RECORDED INFORMATION START

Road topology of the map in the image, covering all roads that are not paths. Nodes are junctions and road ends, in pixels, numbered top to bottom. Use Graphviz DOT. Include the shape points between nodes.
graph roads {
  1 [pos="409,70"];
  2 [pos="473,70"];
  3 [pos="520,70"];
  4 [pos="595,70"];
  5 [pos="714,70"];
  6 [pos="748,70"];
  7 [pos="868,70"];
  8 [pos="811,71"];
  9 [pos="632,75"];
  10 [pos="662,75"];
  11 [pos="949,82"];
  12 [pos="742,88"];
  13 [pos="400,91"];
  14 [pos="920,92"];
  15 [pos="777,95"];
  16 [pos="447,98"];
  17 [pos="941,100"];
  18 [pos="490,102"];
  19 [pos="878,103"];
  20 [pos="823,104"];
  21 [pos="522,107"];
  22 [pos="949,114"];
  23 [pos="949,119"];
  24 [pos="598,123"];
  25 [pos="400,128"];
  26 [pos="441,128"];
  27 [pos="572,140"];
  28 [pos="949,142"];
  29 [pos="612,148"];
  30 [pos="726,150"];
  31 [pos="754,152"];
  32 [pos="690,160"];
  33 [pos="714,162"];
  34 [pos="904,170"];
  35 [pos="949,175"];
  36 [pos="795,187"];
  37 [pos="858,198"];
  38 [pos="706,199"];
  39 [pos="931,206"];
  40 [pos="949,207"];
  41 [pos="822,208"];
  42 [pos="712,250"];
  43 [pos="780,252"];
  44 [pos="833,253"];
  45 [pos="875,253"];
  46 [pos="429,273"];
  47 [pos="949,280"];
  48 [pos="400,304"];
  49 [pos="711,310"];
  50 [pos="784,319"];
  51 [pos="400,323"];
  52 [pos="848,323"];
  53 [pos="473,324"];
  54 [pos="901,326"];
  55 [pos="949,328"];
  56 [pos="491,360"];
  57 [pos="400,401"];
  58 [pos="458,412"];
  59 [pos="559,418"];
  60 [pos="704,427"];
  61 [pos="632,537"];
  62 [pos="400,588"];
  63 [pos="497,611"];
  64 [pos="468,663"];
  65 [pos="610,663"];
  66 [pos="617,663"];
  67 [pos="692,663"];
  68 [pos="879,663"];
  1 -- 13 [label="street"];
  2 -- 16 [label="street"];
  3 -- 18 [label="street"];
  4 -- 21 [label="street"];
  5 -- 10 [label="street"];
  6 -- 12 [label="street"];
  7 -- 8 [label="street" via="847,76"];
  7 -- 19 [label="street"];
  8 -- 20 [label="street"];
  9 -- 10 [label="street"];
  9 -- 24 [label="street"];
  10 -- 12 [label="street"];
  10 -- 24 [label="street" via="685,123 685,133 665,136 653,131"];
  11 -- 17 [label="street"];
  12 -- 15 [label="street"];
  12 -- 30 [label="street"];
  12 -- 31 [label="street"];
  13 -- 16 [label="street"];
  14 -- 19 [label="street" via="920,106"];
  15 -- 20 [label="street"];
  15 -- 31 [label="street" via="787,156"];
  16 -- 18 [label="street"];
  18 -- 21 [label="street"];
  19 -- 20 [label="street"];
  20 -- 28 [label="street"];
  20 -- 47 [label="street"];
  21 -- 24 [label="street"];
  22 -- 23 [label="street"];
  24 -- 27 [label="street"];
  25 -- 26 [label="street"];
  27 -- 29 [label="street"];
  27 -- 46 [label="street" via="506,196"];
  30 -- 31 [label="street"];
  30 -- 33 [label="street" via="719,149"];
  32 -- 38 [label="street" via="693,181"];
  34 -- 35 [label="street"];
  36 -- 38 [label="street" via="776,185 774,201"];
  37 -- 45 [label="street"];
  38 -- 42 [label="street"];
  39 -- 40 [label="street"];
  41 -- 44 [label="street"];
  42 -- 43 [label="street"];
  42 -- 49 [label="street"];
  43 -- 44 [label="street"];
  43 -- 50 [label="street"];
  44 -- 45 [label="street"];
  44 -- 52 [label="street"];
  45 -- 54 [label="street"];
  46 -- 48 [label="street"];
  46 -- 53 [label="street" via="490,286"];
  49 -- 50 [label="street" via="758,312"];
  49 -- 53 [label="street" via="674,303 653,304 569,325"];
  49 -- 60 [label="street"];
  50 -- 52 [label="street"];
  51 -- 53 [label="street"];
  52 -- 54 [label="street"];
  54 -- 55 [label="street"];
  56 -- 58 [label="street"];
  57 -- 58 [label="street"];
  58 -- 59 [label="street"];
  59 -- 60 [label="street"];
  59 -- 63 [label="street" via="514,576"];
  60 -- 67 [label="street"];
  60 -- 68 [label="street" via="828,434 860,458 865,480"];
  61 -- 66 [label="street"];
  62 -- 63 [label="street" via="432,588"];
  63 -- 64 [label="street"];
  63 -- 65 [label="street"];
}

RECORDED INFORMATION END

WHAT YOU SHOULD DO: Within the data above, find the lines that contain the word "roads" and copy each of them.

TASK RESULT:
Road topology of the map in the image, covering all roads that are not paths. Nodes are junctions and road ends, in pixels, numbered top to bottom. Use Graphviz DOT. Include the shape points between nodes.
graph roads {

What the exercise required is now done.